Considerable development took place during this period. Improvements and extensions were added to Tahlee House. Twelve full-time gardeners were employed to maintain a number of terraced gardens. Mr. White was well known for bringing guests from Sydney on his steam yacht, "Kingfisher." A horse-drawn tram would then transport them to their rooms from the harbour below the house.

On his death, the estate was held in trust for his widow and then passed to their son, Alfred Beecher Stewart White, who lived primarily in Sydney. He used Tahlee House as a country retreat.

===The Gospel Fishermen===
In 1948 the staff of the Gospel Fishermen Mission, which was located on the southern shores of Port Stephens in Tanilba Bay, visited Tahlee for a picnic. Over the next year, applications were forwarded to Mr. White to rent the property to the mission. In June 1949, the Theobold family moved into the Waterfront Cottage and began using the ballroom and billiard room at Tahlee. In 1951, the ministry established a missionary training camp under the supervision of Mr. Frank Biggs. Mr White continued to visit Tahlee House but, in 1959, he offered the property to the Mission, which accepted after a large donation made it possible for the purchase to take place.
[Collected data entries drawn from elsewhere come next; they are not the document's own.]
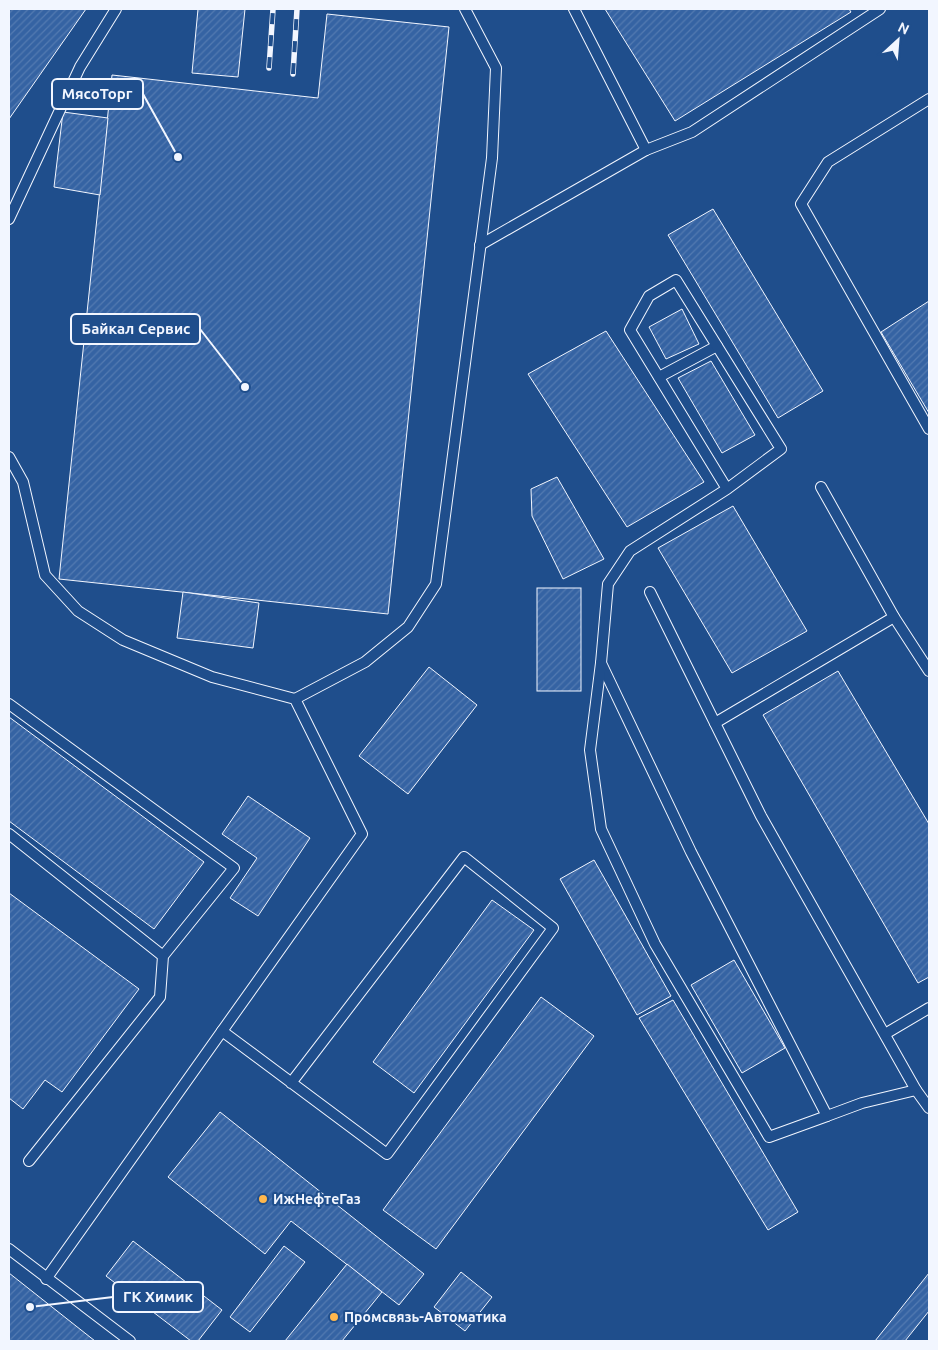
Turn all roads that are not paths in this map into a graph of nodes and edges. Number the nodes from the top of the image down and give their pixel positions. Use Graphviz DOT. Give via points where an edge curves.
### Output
graph roads {
  1 [pos="116,9"];
  2 [pos="466,9"];
  3 [pos="574,9"];
  4 [pos="880,9"];
  5 [pos="929,98"];
  6 [pos="646,150"];
  7 [pos="9,218"];
  8 [pos="480,245"];
  9 [pos="717,346"];
  10 [pos="659,377"];
  11 [pos="929,429"];
  12 [pos="9,457"];
  13 [pos="821,487"];
  14 [pos="727,490"];
  15 [pos="650,592"];
  16 [pos="894,617"];
  17 [pos="601,663"];
  18 [pos="929,671"];
  19 [pos="295,699"];
  20 [pos="9,704"];
  21 [pos="715,723"];
  22 [pos="9,834"];
  23 [pos="163,956"];
  24 [pos="929,1008"];
  25 [pos="222,1031"];
  26 [pos="884,1034"];
  27 [pos="291,1083"];
  28 [pos="916,1090"];
  29 [pos="929,1108"];
  30 [pos="828,1116"];
  31 [pos="29,1161"];
  32 [pos="9,1250"];
  33 [pos="46,1279"];
  34 [pos="130,1341"];
  1 -- 7 [label="lane" via="80,66"];
  2 -- 8 [label="lane" via="496,68 492,158"];
  3 -- 6 [label="lane"];
  4 -- 6 [label="lane" via="692,132"];
  5 -- 11 [label="lane" via="828,162 801,204"];
  6 -- 8 [label="lane"];
  8 -- 19 [label="lane" via="436,584 408,627 365,662"];
  9 -- 10 [label="lane"];
  9 -- 10 [label="lane" via="676,280 649,296 630,330"];
  9 -- 14 [label="lane" via="781,449"];
  10 -- 14 [label="lane"];
  12 -- 19 [label="lane" via="23,482 45,575 78,611 123,640 212,677"];
  13 -- 16 [label="lane"];
  14 -- 17 [label="lane" via="630,551 608,584"];
  15 -- 21 [label="lane"];
  16 -- 18 [label="lane"];
  16 -- 21 [label="lane"];
  17 -- 30 [label="lane" via="691,852"];
  17 -- 30 [label="lane" via="590,750 601,829 655,944 769,1137"];
  19 -- 25 [label="lane" via="362,834"];
  20 -- 23 [label="lane" via="234,868"];
  21 -- 26 [label="lane" via="761,816"];
  22 -- 23 [label="lane"];
  23 -- 31 [label="lane" via="160,997"];
  24 -- 26 [label="lane"];
  25 -- 27 [label="lane"];
  25 -- 33 [label="lane"];
  26 -- 28 [label="lane"];
  27 -- 27 [label="lane" via="387,1154 553,928 464,857"];
  28 -- 29 [label="lane"];
  28 -- 30 [label="lane" via="862,1103"];
  32 -- 33 [label="lane"];
  33 -- 34 [label="lane"];
}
===Tahlee Bible College and other activities on the site===
The first lectures at the new Tahlee Bible College commenced on 10 June 1959 and the public opening held on 31 October 1959 attracted 400 people. More than 1,000 students have trained at the college and many of these are now in Christian service in Australia and in countries all over the world.

Tahlee Bible College officially discontinued operations at Tahlee in 2009 (no students were enrolled in 2008 or 2009). However several other ministries such as camps and events for children, young people, and families continue to be held on site. Present activities also include tours of Tahlee House and other historic buildings.

== Heritage listings ==
Tahlee has the following heritage-listed sites:

- Tahlee Street: Tahlee (pastoral property)

==Notes==

1. Area calculation is based on 1:100000 maps 9232 NEWCASTLE and 9332 PORT STEPHENS.